In the 4.5 uV analog volume control case the additional noise from the volume control now dominates over the amplifier noise. As a result the performance is worse than the digital volume control. You can see that this example exactly matches the -40 dB SNR in my previous plot for analog volume control.
The issue I don't quite understand with the graph is how the "analog" volume control is tracked at a parallel slope to digital. You'd think that any introduced noise of including an analog attenuation circuit vs Digital would be at a fixed/constant level.. Assuming the noise introduced by the resistor ladder is above that of the actual DAC, you'd theoretically expect a perfectly straight line for analog, showing that the analog attenuation noise is the "bottleneck" per se.
This is not true, in all cases you have some constant analog noise floor and as you reduce level you reduce the output side of the SNR calculation so the SNR will go down, even in the analog case.
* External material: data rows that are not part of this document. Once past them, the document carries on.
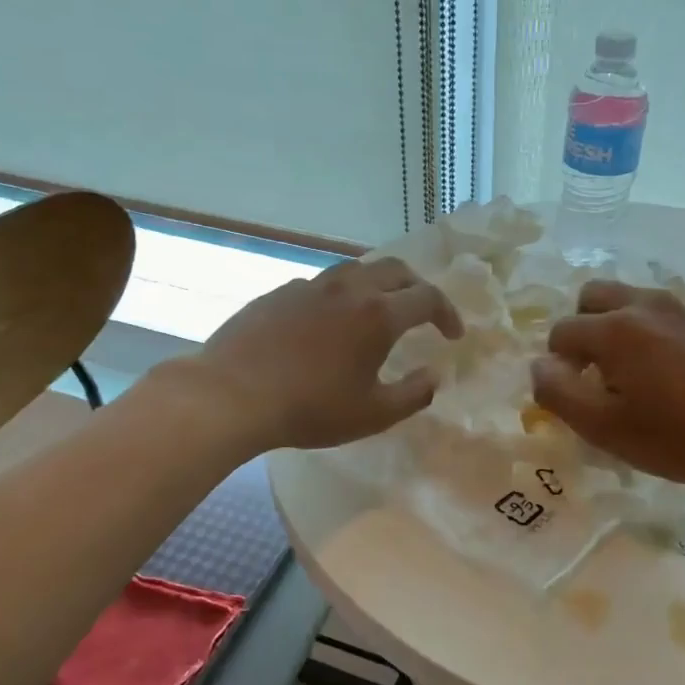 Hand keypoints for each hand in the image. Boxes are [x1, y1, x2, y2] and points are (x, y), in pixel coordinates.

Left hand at [192, 255, 463, 450]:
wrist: (232, 394)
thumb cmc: (310, 409)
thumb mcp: (372, 414)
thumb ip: (413, 395)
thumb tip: (434, 376)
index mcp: (378, 315)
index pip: (428, 298)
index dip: (448, 313)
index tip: (453, 335)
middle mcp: (349, 289)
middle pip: (396, 270)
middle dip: (417, 287)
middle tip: (422, 312)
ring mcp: (311, 286)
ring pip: (356, 269)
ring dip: (378, 284)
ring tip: (377, 309)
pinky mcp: (280, 292)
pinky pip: (322, 284)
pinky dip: (340, 295)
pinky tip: (328, 322)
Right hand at [530, 281, 684, 492]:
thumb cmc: (682, 436)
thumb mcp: (606, 428)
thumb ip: (559, 394)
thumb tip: (539, 366)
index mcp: (613, 328)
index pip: (561, 333)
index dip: (558, 367)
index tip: (577, 399)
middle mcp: (642, 304)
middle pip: (591, 298)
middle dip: (581, 331)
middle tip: (595, 375)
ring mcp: (678, 308)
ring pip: (625, 301)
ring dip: (612, 328)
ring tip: (628, 375)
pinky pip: (656, 314)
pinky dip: (643, 332)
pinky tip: (664, 375) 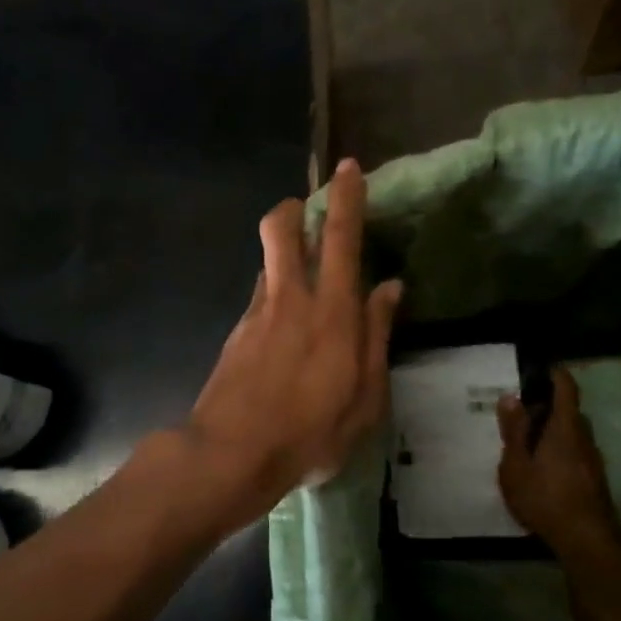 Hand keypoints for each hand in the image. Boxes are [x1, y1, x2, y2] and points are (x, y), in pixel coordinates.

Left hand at [179, 158, 401, 527]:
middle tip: (307, 212)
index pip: (340, 238)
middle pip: (281, 229)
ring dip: (283, 254)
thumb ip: (377, 336)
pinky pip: (259, 296)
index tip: (348, 168)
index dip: (345, 198)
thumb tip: (390, 288)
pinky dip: (274, 294)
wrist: (230, 453)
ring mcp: (256, 313)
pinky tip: (284, 331)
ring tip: (303, 278)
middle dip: (293, 208)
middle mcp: (290, 299)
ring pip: (268, 261)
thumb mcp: (365, 397)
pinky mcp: (235, 334)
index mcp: (332, 311)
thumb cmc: (310, 432)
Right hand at [496, 368, 620, 548]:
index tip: (542, 369)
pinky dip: (559, 450)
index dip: (556, 375)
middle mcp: (584, 438)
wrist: (586, 540)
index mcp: (564, 428)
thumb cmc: (545, 496)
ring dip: (553, 431)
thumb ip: (514, 430)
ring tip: (527, 441)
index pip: (567, 389)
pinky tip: (542, 468)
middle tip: (521, 411)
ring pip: (573, 434)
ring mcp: (593, 461)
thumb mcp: (516, 464)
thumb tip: (512, 397)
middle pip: (570, 412)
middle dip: (548, 407)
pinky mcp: (594, 480)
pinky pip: (575, 452) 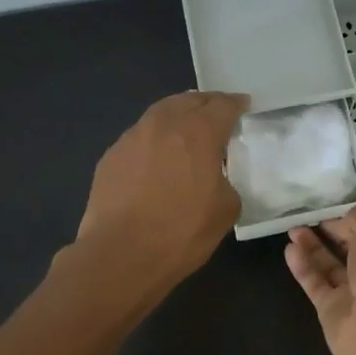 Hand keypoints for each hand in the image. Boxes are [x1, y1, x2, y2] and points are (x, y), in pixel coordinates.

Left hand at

I would have thought the graph would look something like this. the digital DAC outperforms the analog DAC (at close to max output, since the analog resistor stage might introduce low-level noise over a direct digital DAC) and then once the SNR of the digital volume DAC degrades, the analog volume DAC quickly outtakes it, being limited by the bottleneck of its analog resistor stage.
You get something closer to what you describe with lower performance DACs. Here is a plot for a 100 dB SNR at 2 V DAC with that 4.5 uV analog volume control compared against digital volume control. Clearly analog wins at all volumes other than at very low attenuations.
Or to view it another way here is residual noise for the same case.
In conclusion I think these examples show that analog volume control is more important if you are starting with a low SNR DAC as it greatly increases performance at attenuated levels BUT if you are starting with a very high SNR DAC then it really does not matter as the noise level from the DAC is so low to begin with.